Groupes consultatifs

Note marginale :Constitution de groupes consultatifs
  •  (1) Le juge du tribunal pour adolescents, le directeur provincial, l’agent de la paix, le juge de paix, le poursuivant ou le délégué à la jeunesse peut, en vue de la prise d’une décision dans le cadre de la présente loi, constituer ou faire constituer un groupe consultatif.

  • Note marginale :Mandat

    (2) Le groupe consultatif peut notamment avoir pour mandat de faire des recommandations relativement aux mesures extrajudiciaires ou aux conditions de mise en liberté provisoire par voie judiciaire ou à la peine, y compris son examen, et à tout plan de réinsertion sociale.

  • Note marginale :Règles relatives aux groupes consultatifs

    (3) Le procureur général d’une province ou tout autre ministre désigné par le lieutenant-gouverneur en conseil de la province peut établir des règles applicables à la constitution des groupes consultatifs, à l’exception de ceux qui sont constitués par un juge du tribunal pour adolescents ou un juge de paix ou à leur demande, ainsi qu’au déroulement de leurs travaux.

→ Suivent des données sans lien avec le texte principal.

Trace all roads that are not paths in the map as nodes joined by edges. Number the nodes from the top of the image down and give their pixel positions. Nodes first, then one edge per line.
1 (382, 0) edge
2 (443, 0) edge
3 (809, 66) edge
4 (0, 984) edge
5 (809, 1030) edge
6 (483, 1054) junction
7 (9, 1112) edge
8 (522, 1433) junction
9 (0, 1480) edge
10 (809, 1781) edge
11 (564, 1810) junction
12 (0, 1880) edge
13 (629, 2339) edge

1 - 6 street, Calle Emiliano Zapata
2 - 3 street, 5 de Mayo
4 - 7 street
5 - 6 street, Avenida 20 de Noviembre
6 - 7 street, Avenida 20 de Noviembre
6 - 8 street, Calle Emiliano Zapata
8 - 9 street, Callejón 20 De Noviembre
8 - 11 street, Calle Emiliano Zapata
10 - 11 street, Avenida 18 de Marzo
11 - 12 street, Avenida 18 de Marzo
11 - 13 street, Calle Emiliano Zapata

  • Note marginale :Règles obligatoires

    (4) Dans les provinces où des règles ont été établies au titre du paragraphe (3), la constitution des groupes consultatifs visés par celles-ci ainsi que le déroulement de leurs travaux y sont assujettis.

Juges de paix

Note marginale :Compétence du juge de paix
  •  (1) Le juge de paix est, relativement à toute infraction imputée à un adolescent, compétent pour toute procédure dont il peut connaître sous le régime du Code criminel, à l’exception des plaidoyers, procès et prononcé des peines; le cas échéant, il peut accomplir tous les actes judiciaires qui relèvent des pouvoirs du juge de paix en vertu du Code criminel.

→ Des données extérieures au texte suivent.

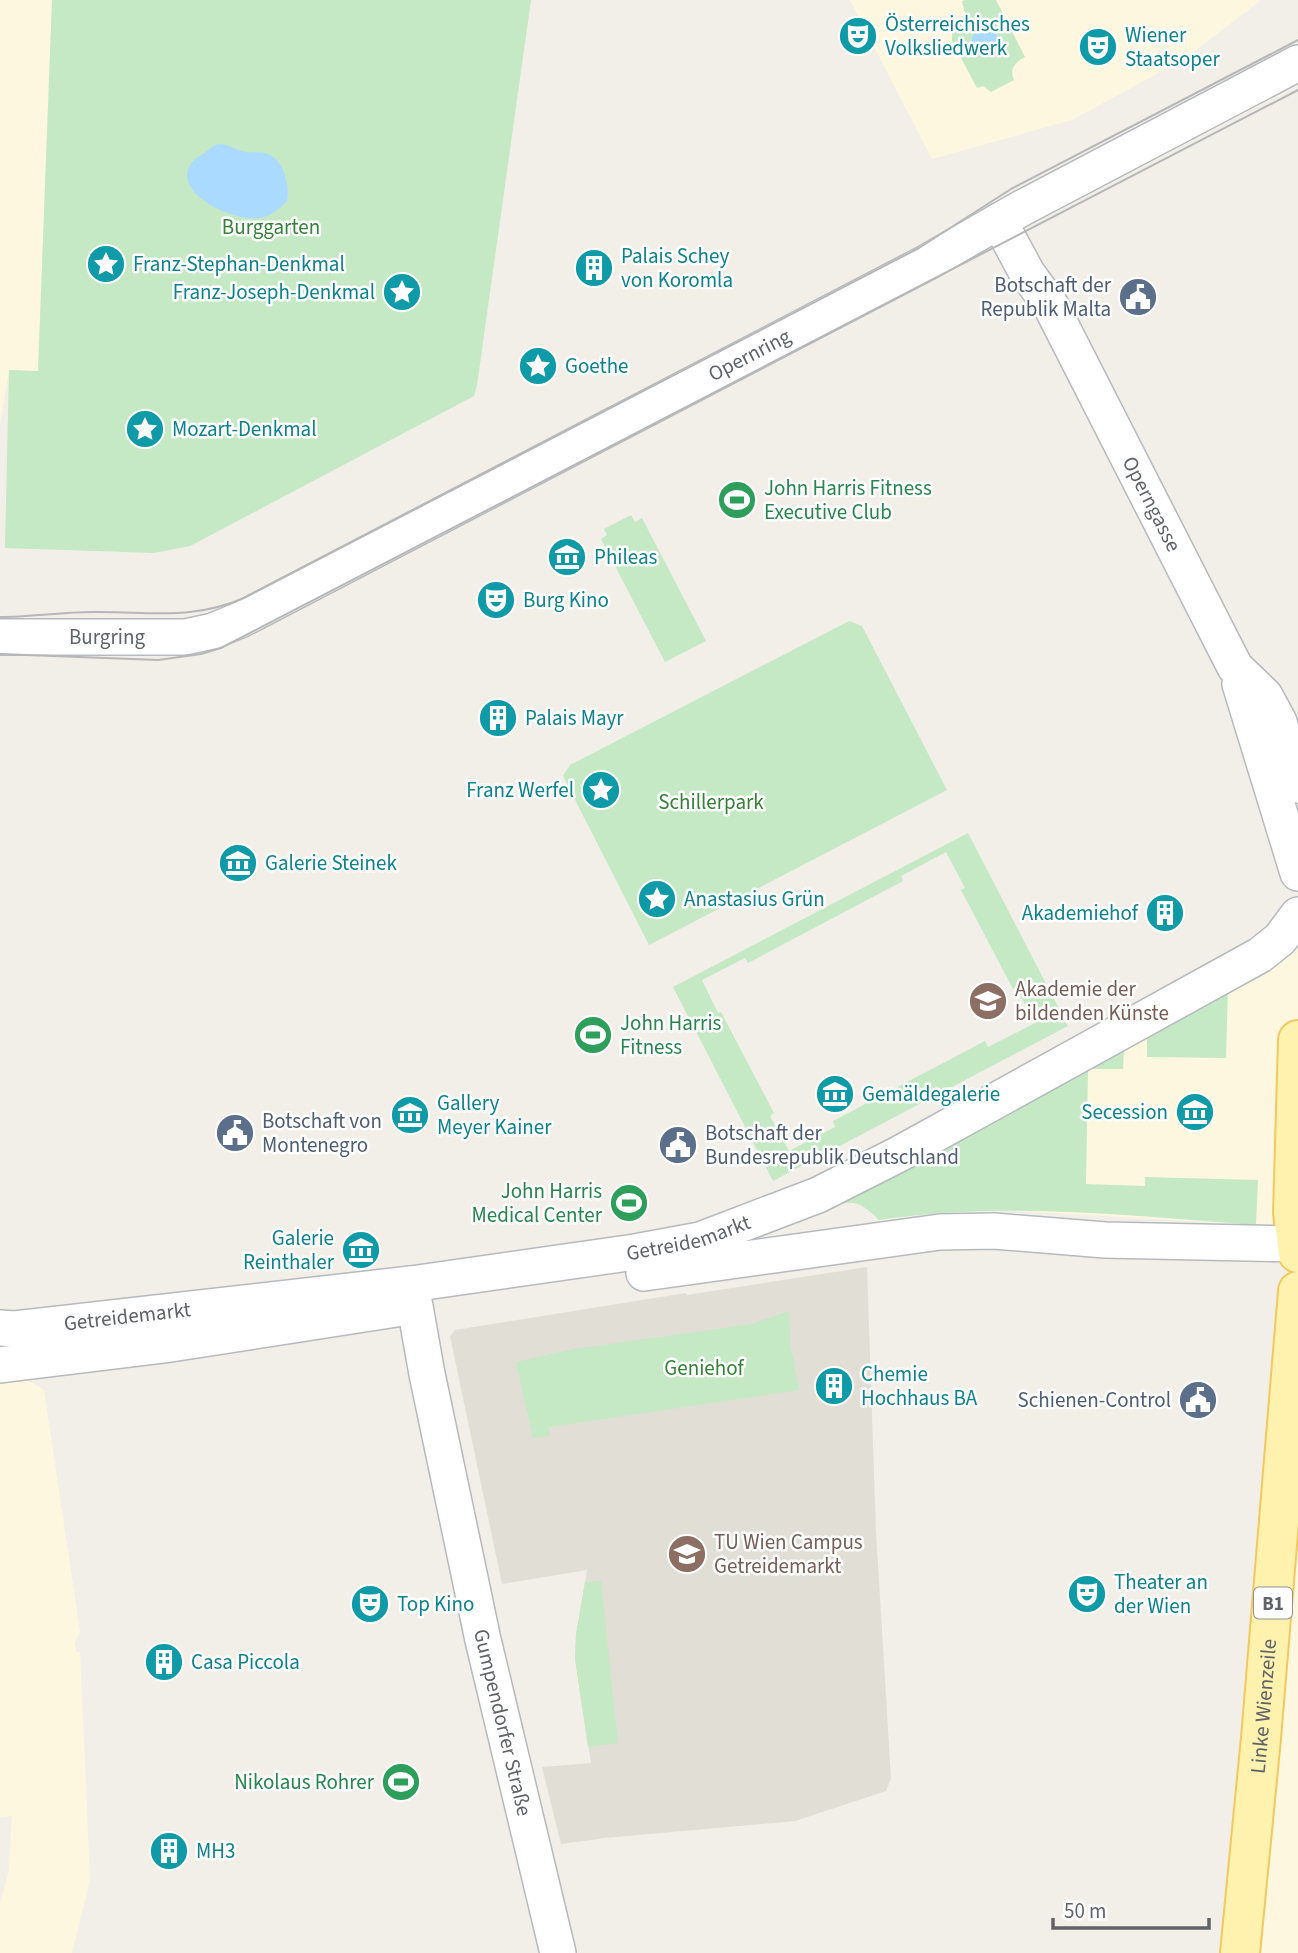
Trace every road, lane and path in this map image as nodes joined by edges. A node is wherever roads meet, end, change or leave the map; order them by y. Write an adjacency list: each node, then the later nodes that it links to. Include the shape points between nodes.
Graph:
1 (1293, 67): 2 (main road, Opernring)
2 (999, 221): 3 (main road, Opernring); 5 (main road, Operngasse, via 1051,306)
3 (213, 631): 4 (main road, Burgring, via 185,637)
4 (0, 637)
5 (1235, 667): 6 (main road, Operngasse, via 1265,696 1279,722); 7 (main road)
6 (1298, 785)
7 (1298, 873)
8 (1298, 915): 12 (main road, Getreidemarkt, via 1260,955 1206,987 818,1195 700,1240)
9 (1298, 1040): 10 (main road, via 1293,1213)
10 (1297, 1247): 12 (main road, Getreidemarkt, via 940,1232)
11 (1298, 1291): 16 (main road, Linke Wienzeile / B1)
12 (413, 1295): 13 (main road, Getreidemarkt); 14 (main road, Getreidemarkt, via 164,1345); 15 (main road, Gumpendorfer Straße, via 472,1585)
13 (0, 1328)
14 (0, 1366)
15 (558, 1953)
16 (1240, 1953)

  • Note marginale :Compétence du juge de paix

    (2) Le juge de paix a aussi compétence pour rendre à l’égard de l’adolescent l’ordonnance visée à l’article 810 (engagement — crainte de blessures ou dommages) du Code criminel; dans le cas où l’adolescent omet ou refuse de contracter l’engagement prévu à cet article, le juge de paix renvoie l’affaire au tribunal pour adolescents.

Greffier du tribunal pour adolescents

Note marginale :Pouvoirs du greffier

 Le greffier du tribunal pour adolescents peut exercer les pouvoirs normalement dévolus au greffier d’un tribunal, en plus de ceux que lui attribue le Code criminel; il peut notamment :

  • a) faire prêter les serments ou recevoir les affirmations solennelles dans toute question relative aux activités du tribunal;

  • b) en l’absence d’un juge du tribunal, exercer les pouvoirs de celui-ci en matière d’ajournement.

Directeurs provinciaux

Note marginale :Exercice des attributions des directeurs provinciaux

 Le directeur provincial peut autoriser toute personne à exercer les pouvoirs et fonctions que lui attribue la présente loi. Le cas échéant, les pouvoirs et fonctions exercés par la personne autorisée sont réputés l’avoir été par le directeur provincial.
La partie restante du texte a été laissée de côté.